▸ **Task**: The answer must be every line below that holds the word "Mandiri".

(Collected data)

------------------------------------------------------------

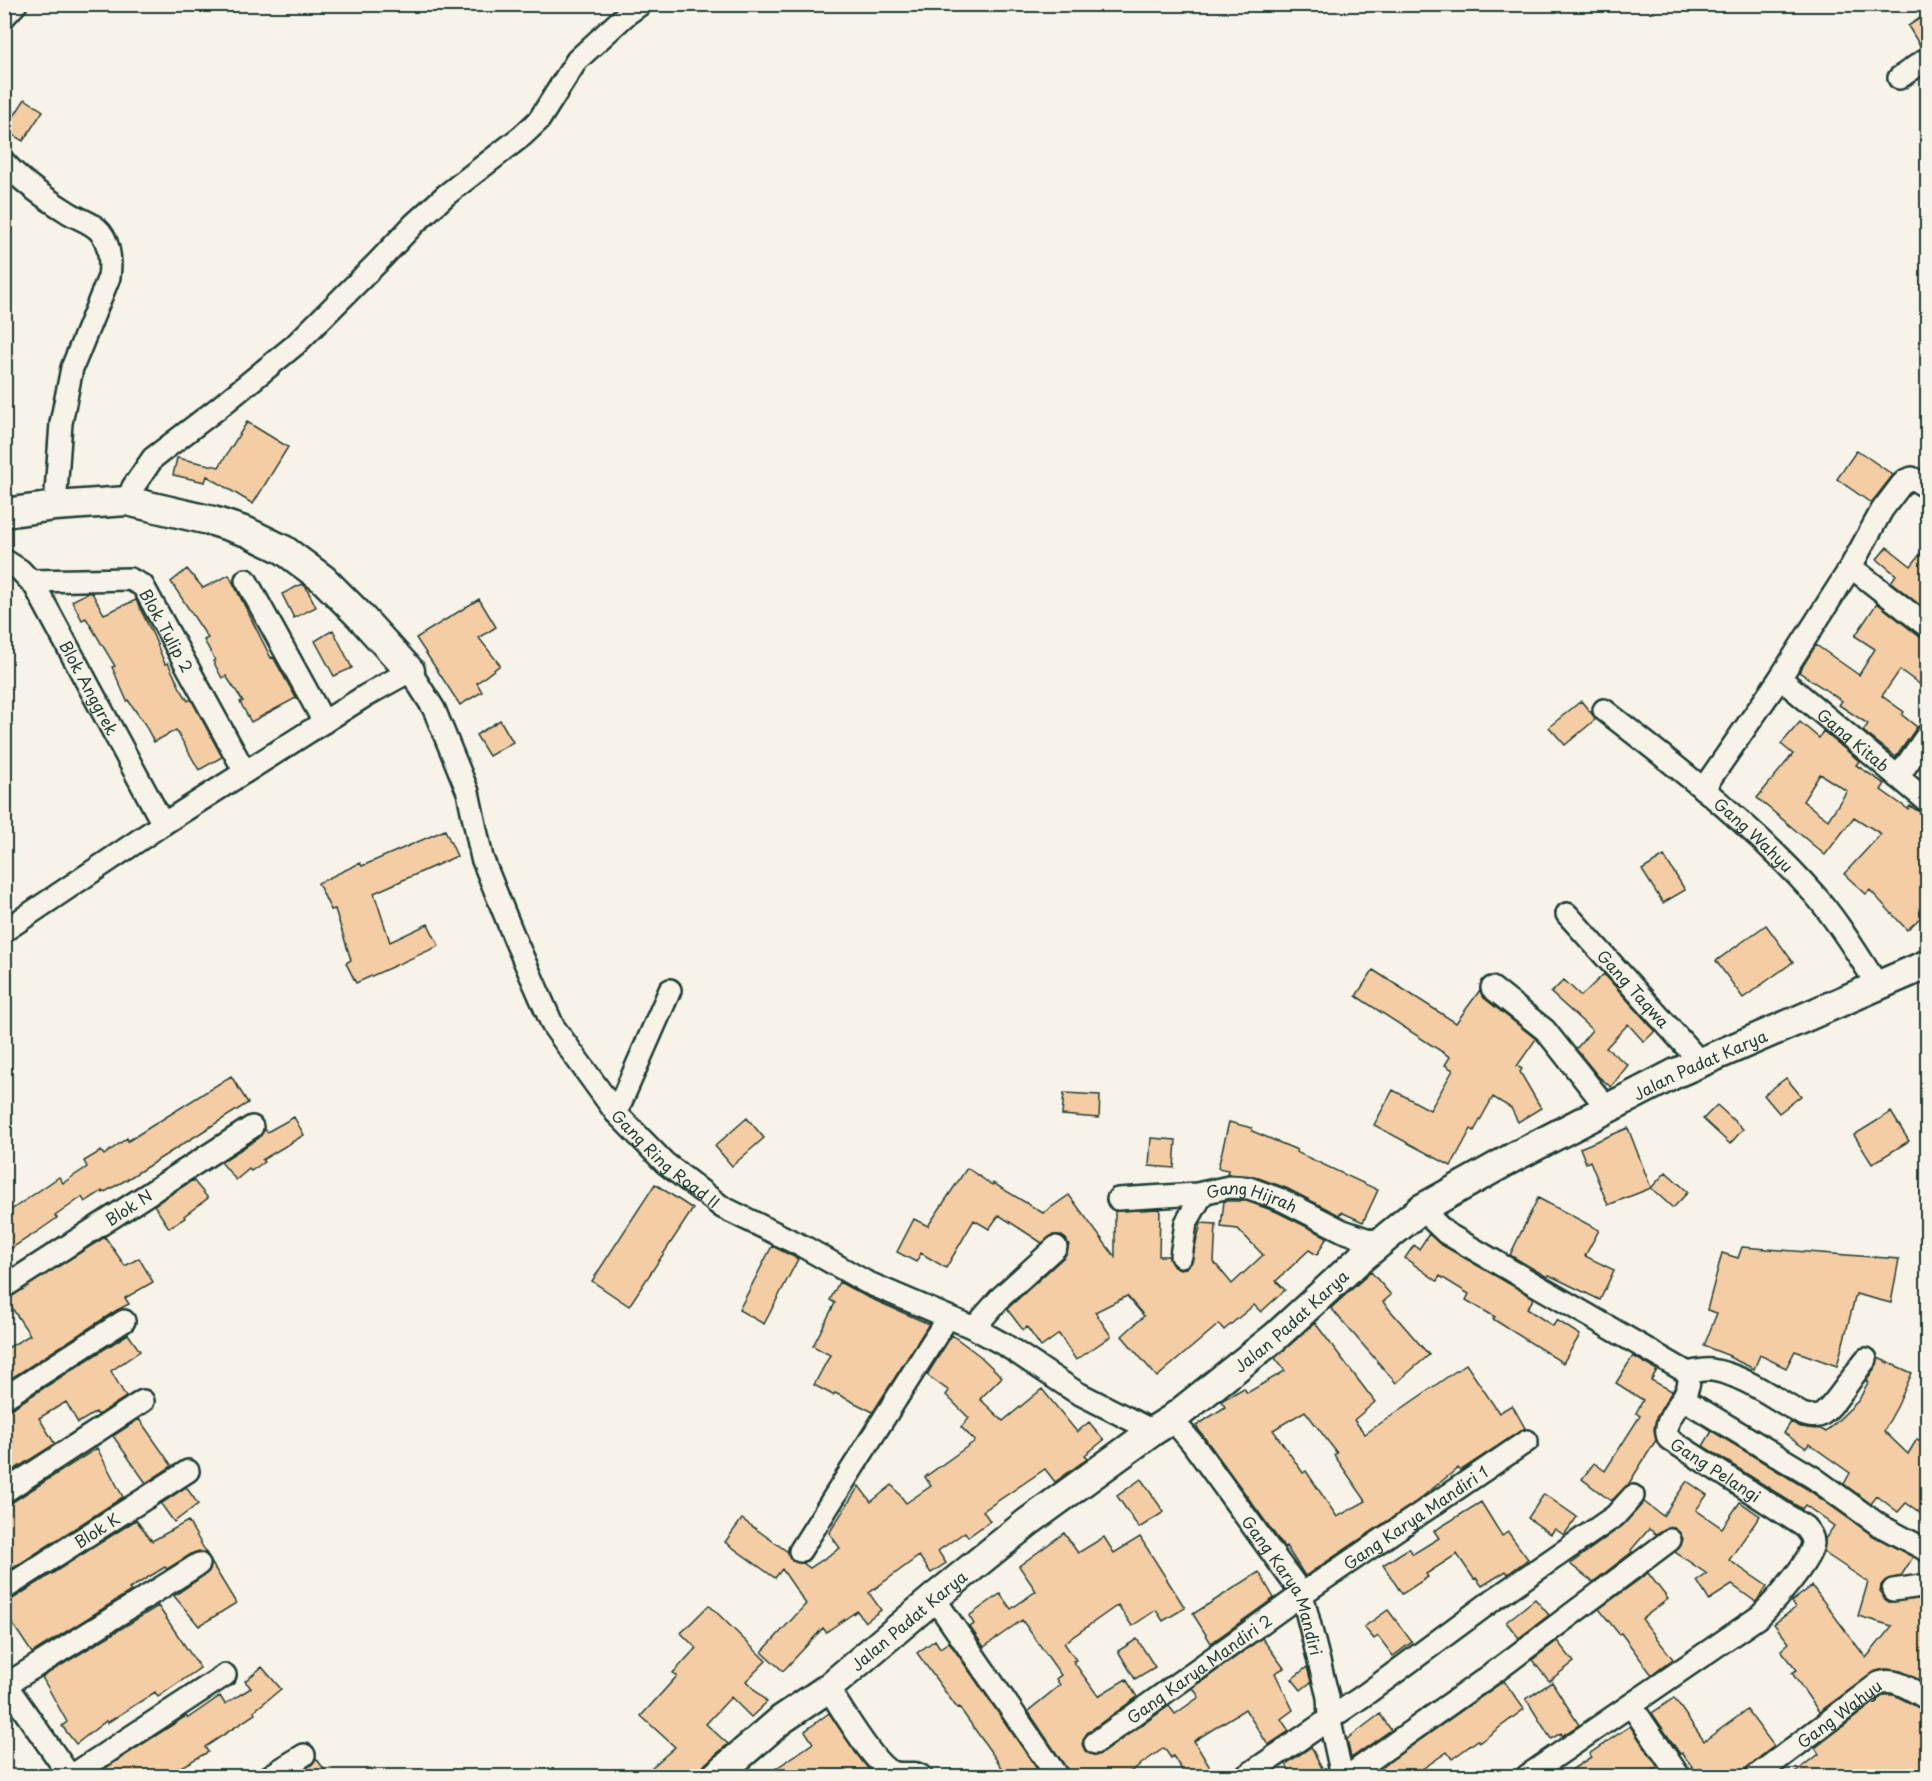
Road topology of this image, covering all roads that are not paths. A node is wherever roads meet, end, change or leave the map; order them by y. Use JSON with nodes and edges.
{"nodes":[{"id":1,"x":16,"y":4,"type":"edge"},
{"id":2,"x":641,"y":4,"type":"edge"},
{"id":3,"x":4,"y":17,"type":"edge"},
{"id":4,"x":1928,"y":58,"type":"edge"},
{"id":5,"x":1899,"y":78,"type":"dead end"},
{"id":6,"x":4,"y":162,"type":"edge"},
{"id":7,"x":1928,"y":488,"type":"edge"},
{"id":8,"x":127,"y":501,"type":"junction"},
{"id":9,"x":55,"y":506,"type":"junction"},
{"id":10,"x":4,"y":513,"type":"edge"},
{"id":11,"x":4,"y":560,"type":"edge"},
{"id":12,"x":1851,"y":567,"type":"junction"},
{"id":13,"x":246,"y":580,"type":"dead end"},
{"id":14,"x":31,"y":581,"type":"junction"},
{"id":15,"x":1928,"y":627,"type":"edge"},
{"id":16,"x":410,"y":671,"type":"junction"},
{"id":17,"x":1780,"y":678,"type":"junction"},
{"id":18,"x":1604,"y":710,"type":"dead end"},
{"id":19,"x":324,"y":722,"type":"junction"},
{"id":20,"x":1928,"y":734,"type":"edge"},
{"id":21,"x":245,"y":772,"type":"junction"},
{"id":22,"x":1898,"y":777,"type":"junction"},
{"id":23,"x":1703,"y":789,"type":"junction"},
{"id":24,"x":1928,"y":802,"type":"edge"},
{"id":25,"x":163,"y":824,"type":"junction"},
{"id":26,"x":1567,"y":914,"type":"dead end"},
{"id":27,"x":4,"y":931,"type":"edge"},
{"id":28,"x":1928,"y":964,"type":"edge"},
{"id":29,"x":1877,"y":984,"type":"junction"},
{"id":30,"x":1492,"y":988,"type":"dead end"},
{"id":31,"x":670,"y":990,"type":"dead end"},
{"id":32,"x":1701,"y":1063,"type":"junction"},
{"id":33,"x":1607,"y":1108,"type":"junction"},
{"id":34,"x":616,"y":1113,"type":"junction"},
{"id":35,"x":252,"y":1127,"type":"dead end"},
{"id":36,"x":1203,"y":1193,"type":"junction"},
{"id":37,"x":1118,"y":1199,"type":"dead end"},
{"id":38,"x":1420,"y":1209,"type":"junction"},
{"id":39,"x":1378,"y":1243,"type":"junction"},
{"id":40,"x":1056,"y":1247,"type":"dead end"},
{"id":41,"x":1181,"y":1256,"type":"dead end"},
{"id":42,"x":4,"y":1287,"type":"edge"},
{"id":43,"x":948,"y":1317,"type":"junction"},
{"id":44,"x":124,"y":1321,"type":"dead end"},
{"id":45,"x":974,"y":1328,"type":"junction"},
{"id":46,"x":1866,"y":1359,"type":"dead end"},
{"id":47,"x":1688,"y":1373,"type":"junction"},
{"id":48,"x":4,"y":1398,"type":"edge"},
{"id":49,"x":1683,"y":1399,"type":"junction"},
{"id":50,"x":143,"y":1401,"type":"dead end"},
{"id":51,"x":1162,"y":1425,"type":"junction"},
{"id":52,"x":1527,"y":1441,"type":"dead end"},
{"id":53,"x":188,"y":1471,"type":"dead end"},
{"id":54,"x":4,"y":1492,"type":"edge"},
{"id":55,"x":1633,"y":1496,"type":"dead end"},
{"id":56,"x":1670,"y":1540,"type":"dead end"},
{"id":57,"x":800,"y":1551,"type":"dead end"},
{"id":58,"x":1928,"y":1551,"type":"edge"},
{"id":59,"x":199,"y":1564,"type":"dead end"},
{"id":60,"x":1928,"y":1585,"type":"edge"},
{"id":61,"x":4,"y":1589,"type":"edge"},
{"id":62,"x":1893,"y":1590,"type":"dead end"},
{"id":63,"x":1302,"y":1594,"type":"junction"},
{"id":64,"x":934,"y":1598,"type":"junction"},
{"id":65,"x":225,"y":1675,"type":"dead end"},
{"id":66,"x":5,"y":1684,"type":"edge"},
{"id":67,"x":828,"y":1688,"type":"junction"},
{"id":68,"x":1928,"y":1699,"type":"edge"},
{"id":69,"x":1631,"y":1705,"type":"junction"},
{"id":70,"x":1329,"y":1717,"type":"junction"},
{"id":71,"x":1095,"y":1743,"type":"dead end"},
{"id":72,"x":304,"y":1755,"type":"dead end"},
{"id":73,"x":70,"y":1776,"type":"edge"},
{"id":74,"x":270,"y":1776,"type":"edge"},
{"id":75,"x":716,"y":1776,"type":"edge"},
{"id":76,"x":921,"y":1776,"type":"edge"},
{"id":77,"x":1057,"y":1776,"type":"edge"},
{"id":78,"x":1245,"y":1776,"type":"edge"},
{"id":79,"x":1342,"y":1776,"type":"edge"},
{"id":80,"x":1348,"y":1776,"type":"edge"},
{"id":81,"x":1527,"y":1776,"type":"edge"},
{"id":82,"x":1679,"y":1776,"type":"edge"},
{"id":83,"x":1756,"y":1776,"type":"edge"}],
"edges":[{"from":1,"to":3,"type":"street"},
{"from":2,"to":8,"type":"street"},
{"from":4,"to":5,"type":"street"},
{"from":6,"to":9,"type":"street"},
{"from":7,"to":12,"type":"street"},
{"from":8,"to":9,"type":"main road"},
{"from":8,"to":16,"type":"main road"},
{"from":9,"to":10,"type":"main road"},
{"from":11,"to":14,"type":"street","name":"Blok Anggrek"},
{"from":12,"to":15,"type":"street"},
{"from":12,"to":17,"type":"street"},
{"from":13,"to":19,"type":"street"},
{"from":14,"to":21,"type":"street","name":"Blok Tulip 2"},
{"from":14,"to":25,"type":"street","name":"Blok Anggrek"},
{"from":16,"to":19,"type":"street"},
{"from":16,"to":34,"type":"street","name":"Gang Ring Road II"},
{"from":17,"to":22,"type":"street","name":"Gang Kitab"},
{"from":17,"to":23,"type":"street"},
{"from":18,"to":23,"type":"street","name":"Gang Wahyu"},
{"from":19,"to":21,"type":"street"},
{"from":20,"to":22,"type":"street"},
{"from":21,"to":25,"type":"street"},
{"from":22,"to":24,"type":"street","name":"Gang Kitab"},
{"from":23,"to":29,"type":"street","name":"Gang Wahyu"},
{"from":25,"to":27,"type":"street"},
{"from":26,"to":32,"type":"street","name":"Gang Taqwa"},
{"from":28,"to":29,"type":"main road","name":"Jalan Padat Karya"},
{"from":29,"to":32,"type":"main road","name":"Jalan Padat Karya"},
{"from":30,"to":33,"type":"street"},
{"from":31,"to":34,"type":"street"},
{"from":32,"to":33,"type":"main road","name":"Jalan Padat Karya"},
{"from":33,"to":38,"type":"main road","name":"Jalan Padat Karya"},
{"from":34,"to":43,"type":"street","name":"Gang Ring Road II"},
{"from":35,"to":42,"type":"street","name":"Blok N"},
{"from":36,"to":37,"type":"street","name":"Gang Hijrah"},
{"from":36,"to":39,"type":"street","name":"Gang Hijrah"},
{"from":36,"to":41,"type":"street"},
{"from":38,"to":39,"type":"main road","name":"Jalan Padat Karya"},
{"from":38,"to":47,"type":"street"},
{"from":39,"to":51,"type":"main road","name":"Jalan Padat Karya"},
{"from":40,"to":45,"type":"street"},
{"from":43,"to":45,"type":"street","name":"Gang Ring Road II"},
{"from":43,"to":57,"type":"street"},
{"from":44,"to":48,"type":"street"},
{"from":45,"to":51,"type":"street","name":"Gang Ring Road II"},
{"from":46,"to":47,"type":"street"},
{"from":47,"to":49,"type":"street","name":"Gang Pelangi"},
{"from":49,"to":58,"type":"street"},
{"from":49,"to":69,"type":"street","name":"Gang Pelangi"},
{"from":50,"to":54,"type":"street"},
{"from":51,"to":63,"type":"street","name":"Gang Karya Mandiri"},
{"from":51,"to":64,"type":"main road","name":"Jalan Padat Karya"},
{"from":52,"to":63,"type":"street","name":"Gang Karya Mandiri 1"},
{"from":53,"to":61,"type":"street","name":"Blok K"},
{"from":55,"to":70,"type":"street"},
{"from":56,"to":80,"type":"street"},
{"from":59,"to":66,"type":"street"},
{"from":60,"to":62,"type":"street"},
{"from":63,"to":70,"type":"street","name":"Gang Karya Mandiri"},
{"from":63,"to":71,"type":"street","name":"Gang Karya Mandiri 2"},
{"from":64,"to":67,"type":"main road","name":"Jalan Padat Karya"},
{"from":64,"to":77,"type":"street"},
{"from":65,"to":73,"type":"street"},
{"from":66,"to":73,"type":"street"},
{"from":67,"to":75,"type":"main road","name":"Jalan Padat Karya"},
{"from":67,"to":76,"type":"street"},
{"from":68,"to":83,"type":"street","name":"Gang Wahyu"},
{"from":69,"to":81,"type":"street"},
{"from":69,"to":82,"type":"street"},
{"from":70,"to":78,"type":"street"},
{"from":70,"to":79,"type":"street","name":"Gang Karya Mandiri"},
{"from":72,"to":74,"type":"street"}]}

------------------------------------------------------------

▸ **Answer for the task**:
{"from":51,"to":63,"type":"street","name":"Gang Karya Mandiri"},
{"from":52,"to":63,"type":"street","name":"Gang Karya Mandiri 1"},
{"from":63,"to":70,"type":"street","name":"Gang Karya Mandiri"},
{"from":63,"to":71,"type":"street","name":"Gang Karya Mandiri 2"},
{"from":70,"to":79,"type":"street","name":"Gang Karya Mandiri"},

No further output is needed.